The author is the director of quality assurance and customer service for Crave Brothers Farmstead Cheese LLC, Waterloo, Wis. Crave studied culinary arts at Madison Area Technical College.

As I open the sliding patio door, I’m reminded very quickly that grilling season has come to an end. The wind is blowing, and the snow is flying around. I can hardly see my neighbor’s house through it all. I return inside to grab a nice warm blanket and my cookbooks so I can rethink my game day menu for the playoffs.

As the kids get older, they have started to take an interest in all sports. They learn to play the game and understand the ins and outs of each sport they are watching or playing. I love the enthusiasm and passion they have for each sport.

I recently had the privilege of coaching my daughter’s fall club volleyball team. All of the girls loved coming to practice and giving 110% each night. Their drive and determination was awesome to witness, and it was very rewarding to coach this group. They had a “never give up” attitude.

Whether it be volleyball, basketball, soccer, or football, these athletes give their all each game. It is a joy to watch. And while watching them, let’s score big with these simple, yet flavor-packed, appetizers for the big game.

Jalapeno popper pinwheels

1/2 pound bacon

4 jalapenos

2 16-ounce packages cream cheese, softened

1 cup shredded Cheddar cheese

4 flour tortillas

Instructions

In a sauté pan, cook the bacon and crumble it. Set aside on paper towel to drain.

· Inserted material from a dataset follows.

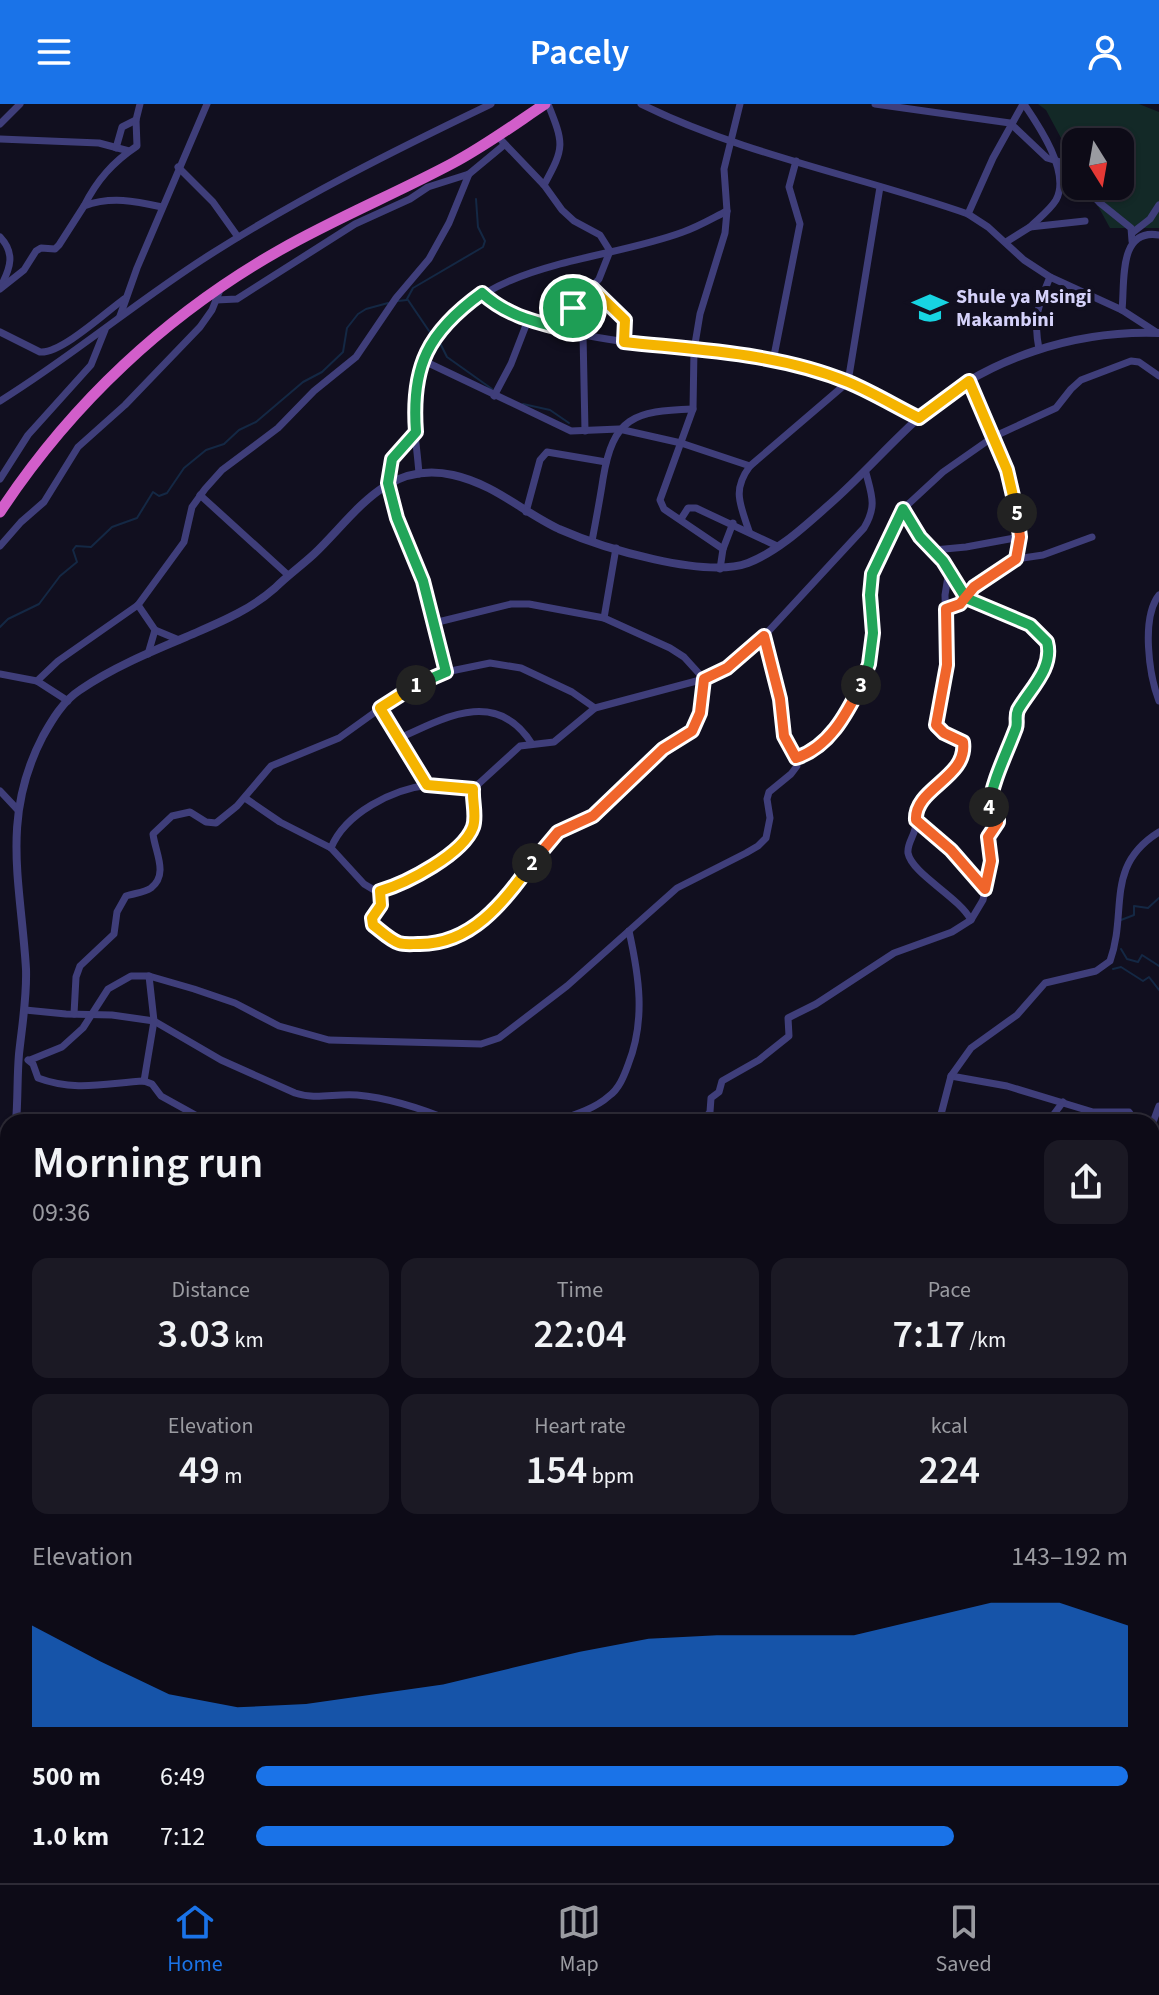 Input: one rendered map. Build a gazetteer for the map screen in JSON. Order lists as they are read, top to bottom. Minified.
{"places":{"school or university":["Shule ya Msingi Makambini"]},"north":"bottom","page":{"header":"Pacely","pins":["5","1","3","4","2"],"heading":["Morning run","09:36"],"stats":[["Distance","3.03 km"],["Time","22:04"],["Pace","7:17 /km"],["Elevation","49 m"],["Heart rate","154 bpm"],["kcal","224"]],"chart":["Elevation","143–192 m"],"list":[{"name":"500 m","note":"6:49"},{"name":"1.0 km","note":"7:12"}],"tabs":["Home","Map","Saved"]}}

Cut the jalapeno and remove the seeds, then add it to the skillet and cook until soft. In a large bowl, add the cream cheese, jalapenos, bacon, and Cheddar cheese. Mix until combined.

Spread 1/2 cup of jalapeno popper mixture on to one side of each tortilla. Tightly roll each tortilla from one end to another. Wrap in plastic wrap and place in the fridge overnight or for at least one to two hours.

Remove from fridge and slice into 1-inch wheels. Serves 12.

Bagel dip

2 cups sour cream

2 cups mayonnaise

8 ounces chipped beef, roughly chopped

2 teaspoons dill weed, plus more for garnish (optional)

1/2 teaspoon garlic powder

3/4 teaspoon onion powder

6 bagels, cut into piece for dipping

1/2 teaspoon pepper

Instructions

In a large bowl, combine the sour cream, mayonnaise, chipped beef, dill weed, garlic powder, and onion powder. If desired, hold out about 1 tablespoon of chipped beef for decorating the top of the dip.

Serve immediately with bagels for dipping. If desired, garnish with a little extra chopped beef and dill weed. Serves 12.

Bacon wrapped cocktail wienies

1 14-ounce package cocktail wienies

1/2 pound bacon

1 cup brown sugar

1 teaspoon dry ground mustard

Instructions

Preheat the oven to 325°F. Cut the bacon into quarters.

Wrap each wienie with a quarter of a piece of bacon and secure with a toothpick. Place in a 13- by 9-inch baking pan.

In a small bowl, mix together the brown sugar and mustard. Sprinkle over the wienies and mix to coat. Bake for 50 minutes to one hour, turning once half way through. When they’re finished, the sugar should be bubbly.
Remove them from their baking pan into your serving dish to help eliminate excess grease. Serves 12.